Les lices EE′E″ étaient autrefois munies de merlons détruits pour placer du canon à une époque plus récente ; elles dominent l’escarpement naturel qui est de vingt mètres environ au-dessus du fond du vallon. Au sud de la basse-cour, le plateau s’étend de plain-pied en s’élargissant et se relie à une chaîne de collines en demi-lune présentant sa face concave vers la forteresse. Cette situation était fâcheuse pour le château, du moment que l’artillerie à feu devenait un moyen ordinaire d’attaque, car elle permettait d’envelopper la face sud d’un demi-cercle de feux convergents. Aussi, dès l’époque de Louis XII, deux forts en terre, dont on retrouve encore la trace, avaient été élevés au point de jonction du plateau avec la chaîne de collines. Entre ces forts et la basse-cour, de beaux jardins s’étendaient sur le plateau, et ils étaient eux-mêmes entourés de murs de terrasses avec parapets.

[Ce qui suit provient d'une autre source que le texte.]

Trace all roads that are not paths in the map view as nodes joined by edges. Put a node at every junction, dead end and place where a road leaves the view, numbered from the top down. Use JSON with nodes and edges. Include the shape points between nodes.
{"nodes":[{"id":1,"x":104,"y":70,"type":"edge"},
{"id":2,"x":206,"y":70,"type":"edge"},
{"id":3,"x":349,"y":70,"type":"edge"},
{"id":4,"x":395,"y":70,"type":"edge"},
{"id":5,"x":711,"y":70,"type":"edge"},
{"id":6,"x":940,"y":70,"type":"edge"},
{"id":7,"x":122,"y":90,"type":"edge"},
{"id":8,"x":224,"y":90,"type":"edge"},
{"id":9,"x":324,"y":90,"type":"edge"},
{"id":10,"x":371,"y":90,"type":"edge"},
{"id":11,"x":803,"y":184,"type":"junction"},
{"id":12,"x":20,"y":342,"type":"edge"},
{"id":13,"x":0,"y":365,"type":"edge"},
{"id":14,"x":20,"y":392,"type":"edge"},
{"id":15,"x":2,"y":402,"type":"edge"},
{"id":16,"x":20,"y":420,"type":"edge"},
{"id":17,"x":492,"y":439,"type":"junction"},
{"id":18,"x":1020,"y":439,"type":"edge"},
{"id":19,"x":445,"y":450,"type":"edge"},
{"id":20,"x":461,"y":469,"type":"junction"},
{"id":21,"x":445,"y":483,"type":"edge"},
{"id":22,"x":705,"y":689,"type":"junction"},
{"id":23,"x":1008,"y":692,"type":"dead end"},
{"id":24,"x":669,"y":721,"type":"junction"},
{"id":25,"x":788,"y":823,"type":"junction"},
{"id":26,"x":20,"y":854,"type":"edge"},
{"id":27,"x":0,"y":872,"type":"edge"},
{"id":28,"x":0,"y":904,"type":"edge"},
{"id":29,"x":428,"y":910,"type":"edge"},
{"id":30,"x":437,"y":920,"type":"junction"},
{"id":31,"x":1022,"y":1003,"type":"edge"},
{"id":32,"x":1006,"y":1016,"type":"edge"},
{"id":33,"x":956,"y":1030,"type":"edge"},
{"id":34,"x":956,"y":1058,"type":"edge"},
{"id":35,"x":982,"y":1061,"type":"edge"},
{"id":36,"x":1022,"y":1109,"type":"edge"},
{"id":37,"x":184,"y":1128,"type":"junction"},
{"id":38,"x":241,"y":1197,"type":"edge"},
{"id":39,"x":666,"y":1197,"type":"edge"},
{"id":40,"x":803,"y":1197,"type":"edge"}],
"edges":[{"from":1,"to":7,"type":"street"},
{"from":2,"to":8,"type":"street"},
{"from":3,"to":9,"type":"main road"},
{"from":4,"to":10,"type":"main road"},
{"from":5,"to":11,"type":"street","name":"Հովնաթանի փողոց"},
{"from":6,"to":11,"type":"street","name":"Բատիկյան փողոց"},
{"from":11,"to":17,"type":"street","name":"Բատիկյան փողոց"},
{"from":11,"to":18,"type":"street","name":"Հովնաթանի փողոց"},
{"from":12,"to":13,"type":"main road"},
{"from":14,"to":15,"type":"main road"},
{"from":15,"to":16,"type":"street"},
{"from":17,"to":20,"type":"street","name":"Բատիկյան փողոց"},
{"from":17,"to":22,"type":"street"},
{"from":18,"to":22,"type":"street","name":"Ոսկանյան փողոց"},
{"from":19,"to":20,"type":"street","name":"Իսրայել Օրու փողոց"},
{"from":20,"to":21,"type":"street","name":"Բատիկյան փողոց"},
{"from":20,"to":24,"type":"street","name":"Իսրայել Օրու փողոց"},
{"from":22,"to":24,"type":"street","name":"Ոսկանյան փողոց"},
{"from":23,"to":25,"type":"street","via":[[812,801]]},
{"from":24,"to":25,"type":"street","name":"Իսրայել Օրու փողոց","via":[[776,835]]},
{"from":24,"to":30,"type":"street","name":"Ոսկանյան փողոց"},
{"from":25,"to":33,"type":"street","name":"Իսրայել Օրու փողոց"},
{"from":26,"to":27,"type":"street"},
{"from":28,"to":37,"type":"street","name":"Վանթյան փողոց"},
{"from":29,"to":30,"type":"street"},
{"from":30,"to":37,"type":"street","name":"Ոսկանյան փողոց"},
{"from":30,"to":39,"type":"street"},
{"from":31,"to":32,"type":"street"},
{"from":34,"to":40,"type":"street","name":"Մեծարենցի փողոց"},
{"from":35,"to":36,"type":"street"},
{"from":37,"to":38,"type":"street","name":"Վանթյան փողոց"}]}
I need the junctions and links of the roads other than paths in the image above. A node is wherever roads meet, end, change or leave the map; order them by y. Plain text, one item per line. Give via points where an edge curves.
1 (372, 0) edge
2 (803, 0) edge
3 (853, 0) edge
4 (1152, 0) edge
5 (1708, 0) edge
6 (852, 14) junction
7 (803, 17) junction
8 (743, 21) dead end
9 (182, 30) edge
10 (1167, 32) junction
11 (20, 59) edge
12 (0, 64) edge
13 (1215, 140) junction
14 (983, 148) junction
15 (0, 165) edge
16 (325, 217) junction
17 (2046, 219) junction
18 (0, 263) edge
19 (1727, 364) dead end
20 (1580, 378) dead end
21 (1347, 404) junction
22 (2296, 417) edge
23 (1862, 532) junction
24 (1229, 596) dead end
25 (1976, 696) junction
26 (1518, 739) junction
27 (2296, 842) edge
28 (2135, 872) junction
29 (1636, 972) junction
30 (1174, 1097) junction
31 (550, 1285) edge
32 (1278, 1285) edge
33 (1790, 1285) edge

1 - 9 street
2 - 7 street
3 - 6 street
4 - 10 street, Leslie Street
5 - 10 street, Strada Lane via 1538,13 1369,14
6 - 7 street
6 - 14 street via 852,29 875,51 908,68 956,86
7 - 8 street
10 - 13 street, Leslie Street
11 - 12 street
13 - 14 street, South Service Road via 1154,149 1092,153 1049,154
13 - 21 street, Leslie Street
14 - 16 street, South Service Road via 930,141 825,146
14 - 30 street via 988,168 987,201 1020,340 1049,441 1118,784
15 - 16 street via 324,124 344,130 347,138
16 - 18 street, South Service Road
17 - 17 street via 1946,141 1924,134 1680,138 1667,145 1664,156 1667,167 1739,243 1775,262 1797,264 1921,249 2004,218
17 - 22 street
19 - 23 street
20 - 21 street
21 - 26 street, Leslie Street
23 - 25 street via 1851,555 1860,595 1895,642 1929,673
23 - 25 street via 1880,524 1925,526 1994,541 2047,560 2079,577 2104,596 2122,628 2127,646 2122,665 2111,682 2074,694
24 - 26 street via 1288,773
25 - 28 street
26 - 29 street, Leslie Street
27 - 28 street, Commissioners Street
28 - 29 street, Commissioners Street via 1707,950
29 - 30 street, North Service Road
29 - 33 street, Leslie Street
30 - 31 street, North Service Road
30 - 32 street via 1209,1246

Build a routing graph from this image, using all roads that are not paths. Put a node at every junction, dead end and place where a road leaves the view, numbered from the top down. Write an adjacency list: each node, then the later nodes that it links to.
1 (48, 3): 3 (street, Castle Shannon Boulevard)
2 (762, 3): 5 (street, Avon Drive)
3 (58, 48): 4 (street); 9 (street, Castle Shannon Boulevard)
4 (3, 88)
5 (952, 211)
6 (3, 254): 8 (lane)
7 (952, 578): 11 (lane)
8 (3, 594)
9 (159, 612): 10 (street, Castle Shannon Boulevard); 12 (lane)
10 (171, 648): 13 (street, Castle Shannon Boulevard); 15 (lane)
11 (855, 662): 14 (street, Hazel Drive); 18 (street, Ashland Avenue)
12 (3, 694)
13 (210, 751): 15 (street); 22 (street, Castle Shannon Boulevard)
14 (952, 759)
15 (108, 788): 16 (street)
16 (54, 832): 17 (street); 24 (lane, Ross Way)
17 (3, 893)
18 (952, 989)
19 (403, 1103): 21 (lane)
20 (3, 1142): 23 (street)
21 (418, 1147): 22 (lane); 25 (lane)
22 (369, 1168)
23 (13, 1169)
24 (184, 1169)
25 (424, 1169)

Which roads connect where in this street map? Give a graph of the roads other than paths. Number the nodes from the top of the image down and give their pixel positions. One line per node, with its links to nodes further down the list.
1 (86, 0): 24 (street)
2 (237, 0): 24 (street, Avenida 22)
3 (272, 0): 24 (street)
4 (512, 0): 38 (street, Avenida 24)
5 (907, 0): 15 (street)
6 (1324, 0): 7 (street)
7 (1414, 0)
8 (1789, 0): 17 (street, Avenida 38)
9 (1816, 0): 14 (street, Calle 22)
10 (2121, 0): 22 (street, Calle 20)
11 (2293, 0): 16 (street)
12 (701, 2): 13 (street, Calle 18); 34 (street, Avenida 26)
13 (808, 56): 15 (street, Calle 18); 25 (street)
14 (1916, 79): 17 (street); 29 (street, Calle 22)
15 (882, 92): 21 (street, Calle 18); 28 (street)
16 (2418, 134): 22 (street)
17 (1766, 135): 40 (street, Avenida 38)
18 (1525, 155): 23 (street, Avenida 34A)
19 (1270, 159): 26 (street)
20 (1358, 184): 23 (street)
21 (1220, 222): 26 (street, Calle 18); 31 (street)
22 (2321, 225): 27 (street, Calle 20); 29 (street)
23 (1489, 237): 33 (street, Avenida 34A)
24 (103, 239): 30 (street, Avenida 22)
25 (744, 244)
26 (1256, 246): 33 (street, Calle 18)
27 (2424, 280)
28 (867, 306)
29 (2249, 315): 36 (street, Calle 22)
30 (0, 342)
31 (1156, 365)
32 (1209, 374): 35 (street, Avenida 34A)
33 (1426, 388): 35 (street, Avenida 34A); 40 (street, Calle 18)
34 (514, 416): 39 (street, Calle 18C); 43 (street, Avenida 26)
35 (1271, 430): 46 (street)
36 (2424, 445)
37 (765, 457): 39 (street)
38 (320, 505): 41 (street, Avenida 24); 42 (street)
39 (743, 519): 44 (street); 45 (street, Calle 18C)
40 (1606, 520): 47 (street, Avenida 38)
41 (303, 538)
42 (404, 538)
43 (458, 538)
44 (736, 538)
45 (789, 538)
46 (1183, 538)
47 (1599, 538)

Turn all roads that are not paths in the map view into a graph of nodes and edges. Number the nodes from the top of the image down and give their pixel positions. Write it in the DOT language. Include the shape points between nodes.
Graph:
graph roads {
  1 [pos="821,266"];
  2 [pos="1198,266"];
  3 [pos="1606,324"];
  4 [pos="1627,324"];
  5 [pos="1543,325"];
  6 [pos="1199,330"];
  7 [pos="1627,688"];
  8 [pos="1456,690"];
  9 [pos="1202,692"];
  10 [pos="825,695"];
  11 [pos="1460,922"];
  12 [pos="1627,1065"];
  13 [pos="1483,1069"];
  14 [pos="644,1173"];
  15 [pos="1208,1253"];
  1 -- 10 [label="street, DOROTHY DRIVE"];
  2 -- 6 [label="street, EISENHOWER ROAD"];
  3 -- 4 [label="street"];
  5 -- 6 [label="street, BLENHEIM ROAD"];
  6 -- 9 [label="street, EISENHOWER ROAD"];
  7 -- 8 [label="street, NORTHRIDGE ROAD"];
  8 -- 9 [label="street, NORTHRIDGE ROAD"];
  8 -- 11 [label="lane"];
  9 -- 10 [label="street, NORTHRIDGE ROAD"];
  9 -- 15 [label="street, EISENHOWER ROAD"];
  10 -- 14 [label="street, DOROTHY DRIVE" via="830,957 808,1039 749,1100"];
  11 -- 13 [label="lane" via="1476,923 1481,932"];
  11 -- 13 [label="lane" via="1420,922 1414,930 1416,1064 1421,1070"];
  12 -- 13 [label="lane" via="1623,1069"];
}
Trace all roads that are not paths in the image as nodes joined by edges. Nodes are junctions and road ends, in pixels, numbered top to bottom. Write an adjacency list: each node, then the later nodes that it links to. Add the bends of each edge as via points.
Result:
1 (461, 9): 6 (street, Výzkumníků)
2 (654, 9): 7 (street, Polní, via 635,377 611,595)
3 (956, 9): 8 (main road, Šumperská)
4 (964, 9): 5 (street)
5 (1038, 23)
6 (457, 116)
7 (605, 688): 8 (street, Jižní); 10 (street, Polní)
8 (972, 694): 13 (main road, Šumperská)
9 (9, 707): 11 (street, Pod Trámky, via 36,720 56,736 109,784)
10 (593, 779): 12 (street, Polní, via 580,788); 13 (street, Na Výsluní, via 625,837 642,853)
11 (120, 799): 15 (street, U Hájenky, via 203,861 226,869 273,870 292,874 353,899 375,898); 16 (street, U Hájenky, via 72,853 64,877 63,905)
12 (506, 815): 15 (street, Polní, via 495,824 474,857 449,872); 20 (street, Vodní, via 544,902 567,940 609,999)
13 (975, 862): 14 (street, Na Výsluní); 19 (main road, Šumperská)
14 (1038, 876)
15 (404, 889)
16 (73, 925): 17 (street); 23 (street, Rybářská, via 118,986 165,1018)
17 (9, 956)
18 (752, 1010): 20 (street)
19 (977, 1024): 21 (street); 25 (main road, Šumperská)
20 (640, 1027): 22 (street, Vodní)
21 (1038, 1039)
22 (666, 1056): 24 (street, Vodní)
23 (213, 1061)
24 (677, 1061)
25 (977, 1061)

Nous avons vainement cherché les restes des aqueducs qui devaient nécessairement amener de l’eau dans l’enceinte du château de Pierrefonds. Nulle trace de puits dans cette enceinte, non plus que dans la basse-cour. Les approvisionnements d’eau étaient donc obtenus au moyen de conduites qui prenaient les sources que l’on rencontre sur les rampants des collines se rattachant au plateau. Tout ce qui est nécessaire à la vie journalière d’une nombreuse garnison et à sa défense est trop bien prévu ici pour laisser douter du soin apporté par les constructeurs dans l’exécution des aqueducs. Il serait intéressant de retrouver la trace de ces conduits au moyen de fouilles dirigées avec intelligence.

Une vue cavalière du château de Pierrefonds, prise du côté des lices du nord (25), fera saisir l’ensemble de ces dispositions, qui sont encore aujourd’hui très-imposantes malgré l’état de ruine des constructions.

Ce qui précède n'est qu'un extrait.